## TASK
The listing below should be printed exactly, though its pictures must not be.

======== AVAILABLE RECORDS ========

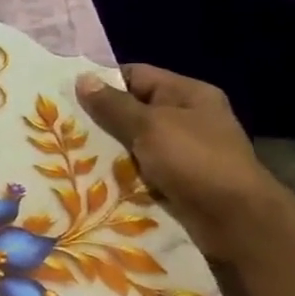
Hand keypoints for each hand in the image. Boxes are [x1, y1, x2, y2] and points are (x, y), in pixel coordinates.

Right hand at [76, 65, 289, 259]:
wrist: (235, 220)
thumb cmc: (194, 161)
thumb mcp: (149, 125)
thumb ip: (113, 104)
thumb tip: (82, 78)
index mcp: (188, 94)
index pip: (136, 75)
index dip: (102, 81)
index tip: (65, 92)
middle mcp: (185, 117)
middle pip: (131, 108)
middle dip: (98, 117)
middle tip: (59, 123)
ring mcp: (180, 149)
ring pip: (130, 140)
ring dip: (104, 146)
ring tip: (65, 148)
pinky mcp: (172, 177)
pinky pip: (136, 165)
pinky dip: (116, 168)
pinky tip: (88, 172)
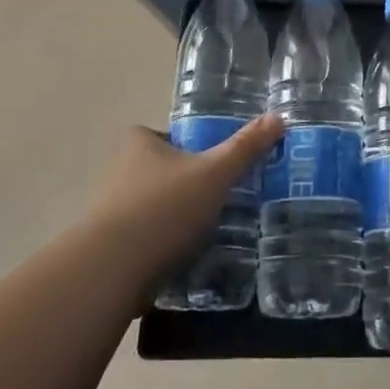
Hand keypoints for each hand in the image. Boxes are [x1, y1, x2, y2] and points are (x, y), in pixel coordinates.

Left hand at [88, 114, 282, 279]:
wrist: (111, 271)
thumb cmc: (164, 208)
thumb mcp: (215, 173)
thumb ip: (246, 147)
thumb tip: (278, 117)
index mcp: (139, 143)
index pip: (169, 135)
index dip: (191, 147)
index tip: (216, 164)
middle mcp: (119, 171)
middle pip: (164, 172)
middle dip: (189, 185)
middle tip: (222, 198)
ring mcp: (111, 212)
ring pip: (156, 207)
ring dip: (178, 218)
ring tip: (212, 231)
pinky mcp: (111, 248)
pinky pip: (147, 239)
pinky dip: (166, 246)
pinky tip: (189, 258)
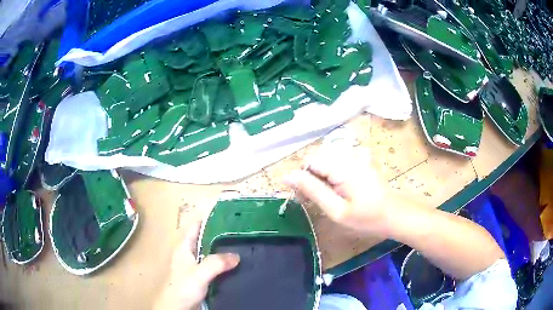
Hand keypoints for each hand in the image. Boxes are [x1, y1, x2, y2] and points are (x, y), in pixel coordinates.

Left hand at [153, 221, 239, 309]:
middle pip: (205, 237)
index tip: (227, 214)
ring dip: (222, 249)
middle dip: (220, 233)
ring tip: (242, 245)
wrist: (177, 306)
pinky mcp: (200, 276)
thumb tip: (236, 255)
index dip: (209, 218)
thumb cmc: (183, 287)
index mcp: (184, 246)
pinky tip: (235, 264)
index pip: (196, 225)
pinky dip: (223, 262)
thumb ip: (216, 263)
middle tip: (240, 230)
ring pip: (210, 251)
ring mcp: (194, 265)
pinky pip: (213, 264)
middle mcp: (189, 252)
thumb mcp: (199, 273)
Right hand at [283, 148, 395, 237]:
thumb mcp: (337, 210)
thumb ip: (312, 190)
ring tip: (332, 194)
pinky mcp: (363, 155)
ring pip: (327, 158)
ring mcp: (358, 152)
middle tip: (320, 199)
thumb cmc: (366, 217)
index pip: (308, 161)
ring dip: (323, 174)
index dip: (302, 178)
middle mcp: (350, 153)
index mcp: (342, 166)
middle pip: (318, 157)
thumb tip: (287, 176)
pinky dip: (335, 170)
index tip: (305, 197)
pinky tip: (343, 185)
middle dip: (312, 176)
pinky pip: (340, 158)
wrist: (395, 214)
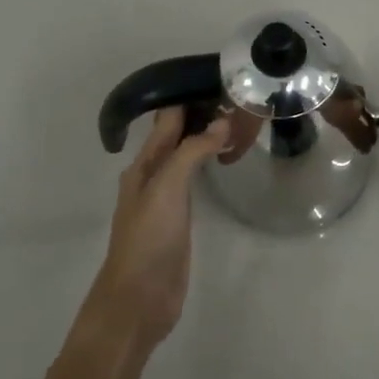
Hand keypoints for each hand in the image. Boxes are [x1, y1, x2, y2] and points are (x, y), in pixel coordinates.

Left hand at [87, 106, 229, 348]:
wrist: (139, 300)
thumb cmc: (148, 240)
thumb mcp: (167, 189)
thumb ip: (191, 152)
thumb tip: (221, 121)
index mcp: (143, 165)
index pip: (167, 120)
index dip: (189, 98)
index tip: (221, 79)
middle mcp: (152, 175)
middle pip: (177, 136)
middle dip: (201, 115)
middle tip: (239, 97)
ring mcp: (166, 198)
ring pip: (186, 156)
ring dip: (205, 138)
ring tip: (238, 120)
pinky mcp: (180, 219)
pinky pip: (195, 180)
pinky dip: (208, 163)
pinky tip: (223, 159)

========

## RESPONSE TO THE TASK
Hand keypoints for each hand in the image. Boxes are [x1, y1, x2, y2] and points are (x, y), in pixel coordinates.

Right hand at [76, 65, 289, 259]:
wrist: (235, 220)
thumb cmc: (194, 161)
thumb mcp: (149, 125)
thumb ip: (113, 104)
thumb tip: (82, 78)
index mcp: (188, 94)
index pip: (136, 75)
index dip: (102, 81)
index tip: (65, 92)
middle mcp: (185, 117)
middle pip: (131, 108)
middle dip: (98, 117)
middle tip: (59, 123)
ring mcp: (180, 149)
ring pip: (130, 140)
ring dip: (104, 146)
ring tip: (65, 148)
pinky mcp: (172, 177)
pinky pip: (136, 165)
pinky dip: (116, 168)
pinky tip: (88, 172)
Hand keypoints for each hand in the image. Boxes are [x1, y1, x2, y2] and points are (x, y), in pixel coordinates.

Left hand at [88, 114, 282, 279]:
wrist: (111, 271)
thumb cmc: (164, 208)
thumb mcp: (215, 173)
thumb ip: (246, 147)
thumb tip: (278, 117)
index mcp: (139, 143)
index pip: (169, 135)
index dip: (191, 147)
index tip: (216, 164)
middle mcp: (119, 171)
middle pip: (164, 172)
middle dip: (189, 185)
middle tip: (222, 198)
ring mcp: (111, 212)
ring pip: (156, 207)
ring dip: (178, 218)
ring tip: (212, 231)
pinky mcp: (111, 248)
pinky pip: (147, 239)
pinky dip: (166, 246)
pinky tip: (189, 258)
Hand keypoints for each hand in the image. Boxes are [x1, y1, x2, y2] and points are (x, y), in pixel coordinates.

Left hand at [153, 221, 239, 309]:
middle pip: (205, 237)
index tip: (227, 214)
ring dip: (222, 249)
middle dip: (220, 233)
ring tip: (242, 245)
wrist: (177, 306)
pinky mcp: (200, 276)
thumb tip: (236, 255)
index dip: (209, 218)
thumb cmc: (183, 287)
index mcp: (184, 246)
pinky tip: (235, 264)
index pip: (196, 225)
pinky dip: (223, 262)
thumb ip: (216, 263)
middle tip: (240, 230)
ring pip: (210, 251)
ring mcp: (194, 265)
pinky pip: (213, 264)
middle mcp: (189, 252)
thumb mcp: (199, 273)
Right hand at [283, 148, 395, 237]:
thumb mcp: (337, 210)
thumb ip: (312, 190)
ring tip: (332, 194)
pinky mcp: (363, 155)
ring pip: (327, 158)
ring mcp: (358, 152)
middle tip: (320, 199)
thumb cmc: (366, 217)
index pip: (308, 161)
ring dip: (323, 174)
index dip: (302, 178)
middle mcp: (350, 153)
index mcp: (342, 166)
middle pip: (318, 157)
thumb tip: (287, 176)
pinky dip: (335, 170)
index tip: (305, 197)
pinky tip: (343, 185)
middle dip: (312, 176)
pinky pip: (340, 158)
wrist: (395, 214)
Hand keypoints for each hand in the image. Boxes are [x1, y1, x2, y2] and points are (x, y), in pixel coordinates.

Left hand at [87, 106, 229, 348]:
wrist: (139, 300)
thumb cmc: (148, 240)
thumb mcp: (167, 189)
thumb ip: (191, 152)
thumb tip: (221, 121)
index mcp: (143, 165)
index pip: (167, 120)
index dip: (189, 98)
index tip: (221, 79)
middle mcp: (152, 175)
middle pip: (177, 136)
middle dip: (201, 115)
middle tip: (239, 97)
ring mcp: (166, 198)
ring pip: (186, 156)
ring dip: (205, 138)
ring tip: (238, 120)
pinky mcp: (180, 219)
pinky pip: (195, 180)
pinky dip: (208, 163)
pinky tip: (223, 159)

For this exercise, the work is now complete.